En 2014, la salariée a été promue chef de service numérique.
Par lettre du 10 avril 2018, la salariée a été convoquée à un entretien préalable en vue d’un éventuel licenciement, fixé le 20 avril 2018.
Elle a été en arrêt maladie à compter du 11 avril 2018.
Elle a été licenciée par une lettre du 25 avril 2018 de six pages, au motif d’ ‘insuffisances professionnelles notamment sur un plan managérial;
– aggravées par une mésentente sérieuse qui vous est imputable avec plusieurs de vos collègues de travail, et une attitude irrespectueuse des autres dont votre hiérarchie.’
Le 18 juillet 2018, Mme [J] a saisi le conseil de prud’hommes de Nanterre aux fins de requalification de son licenciement pour insuffisance professionnelle et mésentente sérieuse en licenciement sans cause réelle ni sérieuse et en paiement d’une prime sur objectif et de diverses sommes de nature indemnitaire.

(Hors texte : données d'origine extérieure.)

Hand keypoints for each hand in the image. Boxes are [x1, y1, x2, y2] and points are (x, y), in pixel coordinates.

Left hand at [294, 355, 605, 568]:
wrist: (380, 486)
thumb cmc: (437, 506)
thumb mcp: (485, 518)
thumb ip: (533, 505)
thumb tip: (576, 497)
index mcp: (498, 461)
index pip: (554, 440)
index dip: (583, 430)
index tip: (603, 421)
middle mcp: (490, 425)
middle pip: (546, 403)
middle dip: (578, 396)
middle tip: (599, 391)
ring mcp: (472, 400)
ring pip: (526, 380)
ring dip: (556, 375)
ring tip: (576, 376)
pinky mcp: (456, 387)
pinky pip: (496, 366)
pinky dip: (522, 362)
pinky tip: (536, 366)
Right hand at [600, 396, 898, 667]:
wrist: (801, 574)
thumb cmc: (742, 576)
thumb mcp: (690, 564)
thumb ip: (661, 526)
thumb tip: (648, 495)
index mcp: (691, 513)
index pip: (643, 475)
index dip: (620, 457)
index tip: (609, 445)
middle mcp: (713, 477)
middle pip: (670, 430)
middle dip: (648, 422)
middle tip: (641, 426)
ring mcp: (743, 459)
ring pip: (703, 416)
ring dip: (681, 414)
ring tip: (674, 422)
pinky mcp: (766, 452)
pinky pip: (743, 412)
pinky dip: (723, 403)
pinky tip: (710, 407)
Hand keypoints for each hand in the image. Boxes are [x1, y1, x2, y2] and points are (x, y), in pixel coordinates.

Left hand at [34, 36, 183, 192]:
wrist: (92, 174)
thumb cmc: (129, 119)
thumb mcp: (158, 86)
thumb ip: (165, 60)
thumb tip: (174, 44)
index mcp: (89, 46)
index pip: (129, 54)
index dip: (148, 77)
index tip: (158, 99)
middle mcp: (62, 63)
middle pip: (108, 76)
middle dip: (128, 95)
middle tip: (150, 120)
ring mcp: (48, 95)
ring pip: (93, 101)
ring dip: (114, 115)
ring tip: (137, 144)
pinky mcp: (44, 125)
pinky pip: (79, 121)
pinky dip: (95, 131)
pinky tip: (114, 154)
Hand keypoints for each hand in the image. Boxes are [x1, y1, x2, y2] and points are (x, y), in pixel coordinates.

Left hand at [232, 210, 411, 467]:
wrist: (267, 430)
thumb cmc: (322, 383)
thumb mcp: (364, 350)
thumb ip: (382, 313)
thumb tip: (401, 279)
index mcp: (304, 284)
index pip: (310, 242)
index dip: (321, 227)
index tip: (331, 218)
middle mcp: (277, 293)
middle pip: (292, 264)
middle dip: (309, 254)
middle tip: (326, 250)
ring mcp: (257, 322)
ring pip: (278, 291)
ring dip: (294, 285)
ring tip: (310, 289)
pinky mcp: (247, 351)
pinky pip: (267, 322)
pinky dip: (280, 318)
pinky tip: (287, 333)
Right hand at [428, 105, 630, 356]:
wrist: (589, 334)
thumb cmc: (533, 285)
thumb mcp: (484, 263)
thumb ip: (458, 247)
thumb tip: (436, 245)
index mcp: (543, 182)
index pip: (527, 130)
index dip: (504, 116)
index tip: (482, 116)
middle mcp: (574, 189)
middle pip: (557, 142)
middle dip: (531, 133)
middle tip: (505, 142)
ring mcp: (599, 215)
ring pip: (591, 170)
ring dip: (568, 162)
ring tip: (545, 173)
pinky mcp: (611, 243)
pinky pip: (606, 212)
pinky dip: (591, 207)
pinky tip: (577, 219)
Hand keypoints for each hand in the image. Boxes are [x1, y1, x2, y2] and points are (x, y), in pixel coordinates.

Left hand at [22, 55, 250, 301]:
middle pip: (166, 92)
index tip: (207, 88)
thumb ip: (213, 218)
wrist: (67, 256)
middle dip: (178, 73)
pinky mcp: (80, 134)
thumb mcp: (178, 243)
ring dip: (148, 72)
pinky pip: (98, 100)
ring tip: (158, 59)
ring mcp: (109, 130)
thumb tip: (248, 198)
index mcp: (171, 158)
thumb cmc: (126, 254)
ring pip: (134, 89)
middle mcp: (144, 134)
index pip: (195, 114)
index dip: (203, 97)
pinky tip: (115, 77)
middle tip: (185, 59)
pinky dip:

La société Lagardère Digital est devenue, par changement de nom et d’actionnaire, la société CMI Digital, à compter de décembre 2018.
Par jugement du 5 février 2021, le conseil de prud’hommes de Nanterre (section activités diverses) a :
– débouté Madame [N] [J] de la totalité de ses demandes,
– débouté la société CMI Digital (anciennement Lagardère Digital France) de sa demande reconventionnelle,
– condamné Mme [J] aux dépens.
Par déclaration adressée au greffe le 25 février 2021, Mme [J] a interjeté appel de ce jugement.
Une ordonnance de clôture a été prononcée le 18 octobre 2022.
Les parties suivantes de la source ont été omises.